• What is being asked:
Lines containing the word "Tranvia" are the ones to copy from the records below.

Segment Start: Data records

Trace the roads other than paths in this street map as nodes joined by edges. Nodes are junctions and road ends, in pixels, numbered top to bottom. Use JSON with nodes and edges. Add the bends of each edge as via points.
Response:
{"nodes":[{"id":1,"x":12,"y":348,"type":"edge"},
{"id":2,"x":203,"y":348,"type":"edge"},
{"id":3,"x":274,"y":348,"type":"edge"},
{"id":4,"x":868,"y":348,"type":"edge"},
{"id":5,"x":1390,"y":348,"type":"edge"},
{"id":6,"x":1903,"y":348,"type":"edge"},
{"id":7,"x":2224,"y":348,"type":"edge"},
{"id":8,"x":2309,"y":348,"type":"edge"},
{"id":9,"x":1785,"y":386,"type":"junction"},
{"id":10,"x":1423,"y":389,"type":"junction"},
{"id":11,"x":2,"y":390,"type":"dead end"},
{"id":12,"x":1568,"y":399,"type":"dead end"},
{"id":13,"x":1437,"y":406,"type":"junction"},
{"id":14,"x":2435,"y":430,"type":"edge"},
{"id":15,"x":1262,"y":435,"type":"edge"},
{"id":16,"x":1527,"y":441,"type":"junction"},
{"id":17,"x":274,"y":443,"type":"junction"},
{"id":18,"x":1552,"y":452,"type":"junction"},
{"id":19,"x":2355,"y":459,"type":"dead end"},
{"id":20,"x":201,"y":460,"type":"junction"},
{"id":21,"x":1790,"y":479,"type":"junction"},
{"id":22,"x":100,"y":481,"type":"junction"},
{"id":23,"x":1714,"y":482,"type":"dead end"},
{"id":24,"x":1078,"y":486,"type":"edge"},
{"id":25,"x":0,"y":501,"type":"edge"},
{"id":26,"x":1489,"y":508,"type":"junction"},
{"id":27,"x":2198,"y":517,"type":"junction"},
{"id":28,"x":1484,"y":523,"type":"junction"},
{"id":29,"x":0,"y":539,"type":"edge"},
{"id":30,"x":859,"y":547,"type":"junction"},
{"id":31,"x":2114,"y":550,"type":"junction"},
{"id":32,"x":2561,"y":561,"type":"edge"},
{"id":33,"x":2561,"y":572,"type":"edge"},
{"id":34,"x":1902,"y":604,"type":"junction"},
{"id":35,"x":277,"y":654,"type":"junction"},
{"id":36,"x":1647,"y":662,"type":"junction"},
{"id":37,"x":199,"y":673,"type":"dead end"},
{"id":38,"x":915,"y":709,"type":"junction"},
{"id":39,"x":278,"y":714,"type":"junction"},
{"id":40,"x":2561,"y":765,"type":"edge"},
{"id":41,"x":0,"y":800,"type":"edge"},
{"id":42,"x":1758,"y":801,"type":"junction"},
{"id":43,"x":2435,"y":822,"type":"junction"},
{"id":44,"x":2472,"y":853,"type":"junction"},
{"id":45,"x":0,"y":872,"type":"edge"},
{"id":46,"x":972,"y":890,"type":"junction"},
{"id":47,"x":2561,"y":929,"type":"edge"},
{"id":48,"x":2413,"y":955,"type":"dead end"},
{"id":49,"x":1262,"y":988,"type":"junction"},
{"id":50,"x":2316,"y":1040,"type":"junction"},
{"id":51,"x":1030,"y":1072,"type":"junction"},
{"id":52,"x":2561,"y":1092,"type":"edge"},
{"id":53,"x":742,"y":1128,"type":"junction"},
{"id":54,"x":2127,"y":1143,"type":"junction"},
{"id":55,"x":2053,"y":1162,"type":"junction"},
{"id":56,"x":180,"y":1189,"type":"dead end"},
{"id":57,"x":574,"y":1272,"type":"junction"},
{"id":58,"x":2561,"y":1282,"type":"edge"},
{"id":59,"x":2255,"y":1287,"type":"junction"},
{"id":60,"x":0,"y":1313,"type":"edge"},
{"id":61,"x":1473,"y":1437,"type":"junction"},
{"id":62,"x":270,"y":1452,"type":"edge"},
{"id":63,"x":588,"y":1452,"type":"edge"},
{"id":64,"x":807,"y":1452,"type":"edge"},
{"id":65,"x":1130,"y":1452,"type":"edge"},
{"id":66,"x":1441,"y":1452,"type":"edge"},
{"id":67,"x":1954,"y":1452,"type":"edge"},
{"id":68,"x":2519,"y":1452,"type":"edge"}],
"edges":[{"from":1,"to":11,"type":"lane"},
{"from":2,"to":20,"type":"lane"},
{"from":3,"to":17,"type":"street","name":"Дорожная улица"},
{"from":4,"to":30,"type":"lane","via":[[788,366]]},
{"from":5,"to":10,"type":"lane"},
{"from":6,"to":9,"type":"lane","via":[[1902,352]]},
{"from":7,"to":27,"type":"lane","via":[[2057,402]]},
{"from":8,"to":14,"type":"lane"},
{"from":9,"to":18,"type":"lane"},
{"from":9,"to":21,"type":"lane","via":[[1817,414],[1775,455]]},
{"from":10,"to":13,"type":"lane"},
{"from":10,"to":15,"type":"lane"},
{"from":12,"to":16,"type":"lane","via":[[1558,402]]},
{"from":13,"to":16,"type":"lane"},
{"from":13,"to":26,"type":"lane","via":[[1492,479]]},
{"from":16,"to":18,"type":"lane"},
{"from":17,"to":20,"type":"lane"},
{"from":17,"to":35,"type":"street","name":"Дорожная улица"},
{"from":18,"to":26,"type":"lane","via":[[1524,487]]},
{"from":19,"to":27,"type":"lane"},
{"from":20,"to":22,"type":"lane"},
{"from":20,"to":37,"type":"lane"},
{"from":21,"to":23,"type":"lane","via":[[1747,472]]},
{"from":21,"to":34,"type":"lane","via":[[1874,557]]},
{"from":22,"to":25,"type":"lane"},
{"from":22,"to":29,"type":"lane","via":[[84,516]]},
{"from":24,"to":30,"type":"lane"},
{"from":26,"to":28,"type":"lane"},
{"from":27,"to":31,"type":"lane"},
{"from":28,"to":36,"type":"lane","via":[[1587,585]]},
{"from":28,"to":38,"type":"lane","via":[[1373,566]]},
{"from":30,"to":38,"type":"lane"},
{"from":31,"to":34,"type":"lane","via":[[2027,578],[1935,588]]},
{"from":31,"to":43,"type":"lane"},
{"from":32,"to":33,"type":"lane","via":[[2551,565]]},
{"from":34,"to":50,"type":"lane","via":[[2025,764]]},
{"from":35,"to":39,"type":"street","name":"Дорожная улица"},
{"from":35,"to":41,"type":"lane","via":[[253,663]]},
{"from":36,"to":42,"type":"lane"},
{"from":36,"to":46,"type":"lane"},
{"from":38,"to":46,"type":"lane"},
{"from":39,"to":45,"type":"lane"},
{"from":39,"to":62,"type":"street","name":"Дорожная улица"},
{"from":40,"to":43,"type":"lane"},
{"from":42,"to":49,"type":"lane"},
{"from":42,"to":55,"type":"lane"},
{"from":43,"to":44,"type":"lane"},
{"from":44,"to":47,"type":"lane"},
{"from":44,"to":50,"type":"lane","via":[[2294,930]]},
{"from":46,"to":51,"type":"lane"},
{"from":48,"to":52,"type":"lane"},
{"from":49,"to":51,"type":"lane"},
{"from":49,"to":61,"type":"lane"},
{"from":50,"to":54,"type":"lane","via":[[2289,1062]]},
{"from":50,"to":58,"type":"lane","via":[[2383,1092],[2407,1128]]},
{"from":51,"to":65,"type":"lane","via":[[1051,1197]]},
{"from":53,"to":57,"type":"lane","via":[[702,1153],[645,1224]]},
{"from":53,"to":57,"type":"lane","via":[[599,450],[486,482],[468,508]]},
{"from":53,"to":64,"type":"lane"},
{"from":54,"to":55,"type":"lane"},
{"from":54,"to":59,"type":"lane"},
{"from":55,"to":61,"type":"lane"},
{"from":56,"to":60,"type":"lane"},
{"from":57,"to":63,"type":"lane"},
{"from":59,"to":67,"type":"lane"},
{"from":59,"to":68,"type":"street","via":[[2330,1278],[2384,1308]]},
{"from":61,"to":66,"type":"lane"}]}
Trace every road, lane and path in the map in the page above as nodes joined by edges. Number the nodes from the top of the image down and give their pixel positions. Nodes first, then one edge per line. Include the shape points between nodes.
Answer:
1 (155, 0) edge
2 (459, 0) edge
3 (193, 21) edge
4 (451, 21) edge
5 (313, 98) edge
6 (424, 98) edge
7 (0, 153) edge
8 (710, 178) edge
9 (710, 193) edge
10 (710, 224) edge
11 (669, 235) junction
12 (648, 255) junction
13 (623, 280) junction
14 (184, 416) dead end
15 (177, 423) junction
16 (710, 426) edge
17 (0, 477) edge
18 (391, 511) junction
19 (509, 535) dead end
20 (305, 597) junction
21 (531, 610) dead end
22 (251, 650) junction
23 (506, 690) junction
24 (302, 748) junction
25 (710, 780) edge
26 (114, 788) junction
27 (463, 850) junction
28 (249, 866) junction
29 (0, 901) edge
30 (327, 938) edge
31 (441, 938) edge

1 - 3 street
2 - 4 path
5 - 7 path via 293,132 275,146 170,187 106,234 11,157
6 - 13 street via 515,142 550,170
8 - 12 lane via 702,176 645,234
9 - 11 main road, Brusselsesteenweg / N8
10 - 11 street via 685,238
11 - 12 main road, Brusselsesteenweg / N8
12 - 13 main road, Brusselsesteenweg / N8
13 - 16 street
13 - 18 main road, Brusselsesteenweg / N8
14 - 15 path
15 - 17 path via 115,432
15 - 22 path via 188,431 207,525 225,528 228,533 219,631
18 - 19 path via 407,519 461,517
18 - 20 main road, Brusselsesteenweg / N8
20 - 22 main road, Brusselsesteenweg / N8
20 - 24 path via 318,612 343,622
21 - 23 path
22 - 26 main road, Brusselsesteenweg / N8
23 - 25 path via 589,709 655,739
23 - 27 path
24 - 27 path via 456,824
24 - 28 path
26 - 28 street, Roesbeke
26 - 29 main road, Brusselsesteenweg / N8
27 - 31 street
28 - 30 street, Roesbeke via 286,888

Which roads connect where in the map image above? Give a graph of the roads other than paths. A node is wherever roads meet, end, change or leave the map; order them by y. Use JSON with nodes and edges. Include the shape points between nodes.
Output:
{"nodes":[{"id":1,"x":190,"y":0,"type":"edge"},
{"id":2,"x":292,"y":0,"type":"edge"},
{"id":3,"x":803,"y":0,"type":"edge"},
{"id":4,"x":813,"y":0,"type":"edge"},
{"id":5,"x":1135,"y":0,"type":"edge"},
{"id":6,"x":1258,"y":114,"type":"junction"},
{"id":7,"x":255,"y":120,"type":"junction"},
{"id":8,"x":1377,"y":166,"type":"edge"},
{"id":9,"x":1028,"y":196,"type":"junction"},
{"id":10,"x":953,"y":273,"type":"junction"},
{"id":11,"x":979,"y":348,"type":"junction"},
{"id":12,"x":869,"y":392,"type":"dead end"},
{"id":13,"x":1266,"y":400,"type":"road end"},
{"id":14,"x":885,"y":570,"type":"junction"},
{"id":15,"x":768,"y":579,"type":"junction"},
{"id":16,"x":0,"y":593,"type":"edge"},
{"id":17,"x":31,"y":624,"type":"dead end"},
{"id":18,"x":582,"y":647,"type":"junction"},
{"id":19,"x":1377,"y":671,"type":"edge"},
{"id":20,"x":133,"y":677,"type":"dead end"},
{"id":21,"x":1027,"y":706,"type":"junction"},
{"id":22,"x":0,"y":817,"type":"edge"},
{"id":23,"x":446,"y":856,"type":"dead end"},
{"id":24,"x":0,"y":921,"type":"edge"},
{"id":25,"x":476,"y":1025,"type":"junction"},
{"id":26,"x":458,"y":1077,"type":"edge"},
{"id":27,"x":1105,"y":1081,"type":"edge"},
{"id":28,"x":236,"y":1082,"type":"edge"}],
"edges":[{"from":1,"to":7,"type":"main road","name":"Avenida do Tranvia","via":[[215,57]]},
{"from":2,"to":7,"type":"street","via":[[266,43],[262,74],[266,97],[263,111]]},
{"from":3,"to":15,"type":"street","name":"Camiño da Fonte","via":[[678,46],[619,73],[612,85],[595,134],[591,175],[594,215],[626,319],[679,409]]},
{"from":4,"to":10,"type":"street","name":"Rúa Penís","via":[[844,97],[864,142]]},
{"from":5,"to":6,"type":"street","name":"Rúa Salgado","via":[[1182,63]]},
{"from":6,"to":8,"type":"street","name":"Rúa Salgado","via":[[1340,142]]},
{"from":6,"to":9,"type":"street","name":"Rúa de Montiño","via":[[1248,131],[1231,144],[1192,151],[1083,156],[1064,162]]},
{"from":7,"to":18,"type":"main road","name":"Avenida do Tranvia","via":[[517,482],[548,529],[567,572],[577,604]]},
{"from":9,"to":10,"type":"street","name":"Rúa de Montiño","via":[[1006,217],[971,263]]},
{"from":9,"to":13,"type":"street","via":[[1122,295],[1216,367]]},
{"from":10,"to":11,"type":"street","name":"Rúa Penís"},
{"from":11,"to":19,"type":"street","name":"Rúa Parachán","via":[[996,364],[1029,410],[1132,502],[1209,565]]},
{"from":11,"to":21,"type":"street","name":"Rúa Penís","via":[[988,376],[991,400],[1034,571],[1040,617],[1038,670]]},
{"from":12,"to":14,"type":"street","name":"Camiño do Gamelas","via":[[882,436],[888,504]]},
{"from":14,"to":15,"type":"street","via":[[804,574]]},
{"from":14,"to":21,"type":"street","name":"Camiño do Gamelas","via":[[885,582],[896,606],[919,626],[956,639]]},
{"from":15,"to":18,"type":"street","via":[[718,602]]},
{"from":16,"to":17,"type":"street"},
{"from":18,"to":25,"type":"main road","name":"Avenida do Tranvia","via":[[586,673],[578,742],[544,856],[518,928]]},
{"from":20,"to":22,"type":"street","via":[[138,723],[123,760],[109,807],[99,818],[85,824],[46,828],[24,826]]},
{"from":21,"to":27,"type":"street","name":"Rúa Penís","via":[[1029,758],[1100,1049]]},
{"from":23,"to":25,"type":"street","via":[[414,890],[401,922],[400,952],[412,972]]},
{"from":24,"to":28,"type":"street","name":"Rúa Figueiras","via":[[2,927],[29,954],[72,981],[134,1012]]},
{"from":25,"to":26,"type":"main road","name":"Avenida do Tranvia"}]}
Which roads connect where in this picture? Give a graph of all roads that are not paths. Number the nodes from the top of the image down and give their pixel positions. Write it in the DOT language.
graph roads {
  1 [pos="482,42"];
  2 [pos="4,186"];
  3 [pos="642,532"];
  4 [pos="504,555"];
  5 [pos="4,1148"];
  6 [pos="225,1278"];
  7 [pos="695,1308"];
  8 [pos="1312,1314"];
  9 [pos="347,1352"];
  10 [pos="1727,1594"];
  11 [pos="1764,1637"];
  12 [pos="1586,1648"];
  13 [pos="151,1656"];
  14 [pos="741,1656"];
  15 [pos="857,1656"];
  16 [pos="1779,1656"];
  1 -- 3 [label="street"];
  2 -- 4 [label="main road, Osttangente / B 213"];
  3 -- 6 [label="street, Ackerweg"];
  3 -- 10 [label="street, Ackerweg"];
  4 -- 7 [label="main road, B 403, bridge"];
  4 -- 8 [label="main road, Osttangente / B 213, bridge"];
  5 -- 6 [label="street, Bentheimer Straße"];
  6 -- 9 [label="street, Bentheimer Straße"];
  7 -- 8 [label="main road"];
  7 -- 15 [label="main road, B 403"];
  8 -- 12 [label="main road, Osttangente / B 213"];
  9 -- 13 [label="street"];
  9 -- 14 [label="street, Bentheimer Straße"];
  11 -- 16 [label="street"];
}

Segment End: Data records

• Exercise response:
"edges":[{"from":1,"to":7,"type":"main road","name":"Avenida do Tranvia","via":[[215,57]]},
{"from":7,"to":18,"type":"main road","name":"Avenida do Tranvia","via":[[517,482],[548,529],[567,572],[577,604]]},
{"from":18,"to":25,"type":"main road","name":"Avenida do Tranvia","via":[[586,673],[578,742],[544,856],[518,928]]},
{"from":25,"to":26,"type":"main road","name":"Avenida do Tranvia"}]}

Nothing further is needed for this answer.